Lavoro & Web

truffe-lavoro-fregature-annunci-ricerca

Stanare il Gatto e la Volpe: 10 consigli per evitare truffe nella ricerca di lavoro

In un momento come questo, in cui il lavoro scarseggia e le speranze di trovare un’occupazione sono assai alte, è facile imbattersi in un “Gatto e la Volpe” dei giorni nostri, specialmente se si è alle prime armi. Ne è dimostrazione il mio amico M. che, avendo terminato la sua collaborazione nel museo ebraico della sua città natia, ha deciso di cambiare vita e tentare la fortuna a Milano. E così anche lui ha iniziato a centrifugare candidature nella speranza di ricevere qualche risposta. La prima volta che ho sentito M. nella sua nuova vita è stato qualche settimana fa, quando mi ha chiamata per dirmi che aveva risposto a un annuncio e che era stato contattato. Fin qui nulla di strano. Il problema è che l’annuncio era poco chiaro, non si capiva quale fosse il ruolo, nei requisiti poteva rientrare sia un ingegnere nucleare sia un neolaureato e soprattutto aveva ricevuto l’invito a colloquio dieci minuti dopo aver inviato la candidatura. E’ bastata una rapida ricerca online per confermare il sospetto che si trattasse di una truffa.
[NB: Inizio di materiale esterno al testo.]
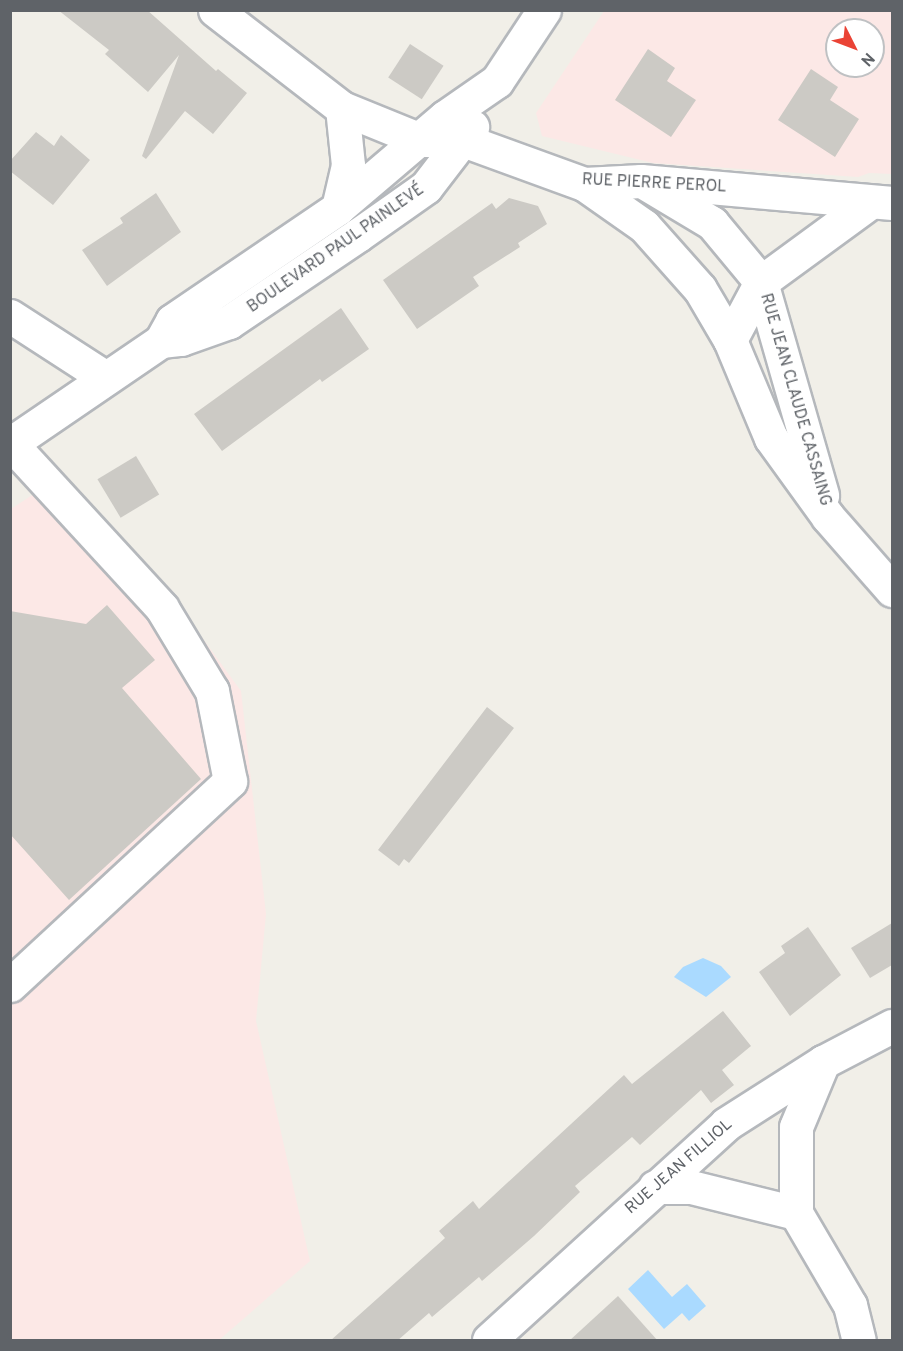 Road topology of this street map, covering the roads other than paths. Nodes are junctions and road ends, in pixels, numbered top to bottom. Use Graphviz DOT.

Ma non è sempre così semplice avere la giusta intuizione, perché il più delle volte non si tratta di vere e proprie truffe ma di raggiri: l’azienda esiste, l’organizzazione c’è, ma vi propongono altro rispetto alle premesse iniziali. Qualche giorno fa non a caso M. mi ha raccontato della sua disavventura con un’azienda che lo aveva contattato un mese dopo aver ricevuto la sua candidatura. Qui l’annuncio non esplicitava il nome del datore di lavoro finale, ma parlava di una vaga azienda in start up che cercava degli addetti vendita per un negozio. Nel primo colloquio durato una ventina minuti, il selezionatore aveva approfondito l’esperienze pregresse di M., ma non aveva dato alcuna informazione sulla posizione, né sui dettagli contrattuali; gli aveva semplicemente chiesto di testare il lavoro in un paio di ore in affiancamento il giorno dopo. Sono bastati quindi dieci minuti di prova sul campo per capire che da addetti alle vendite si passava a promoter e da promoter a venditori porta a porta di contratti per la fornitura di energia.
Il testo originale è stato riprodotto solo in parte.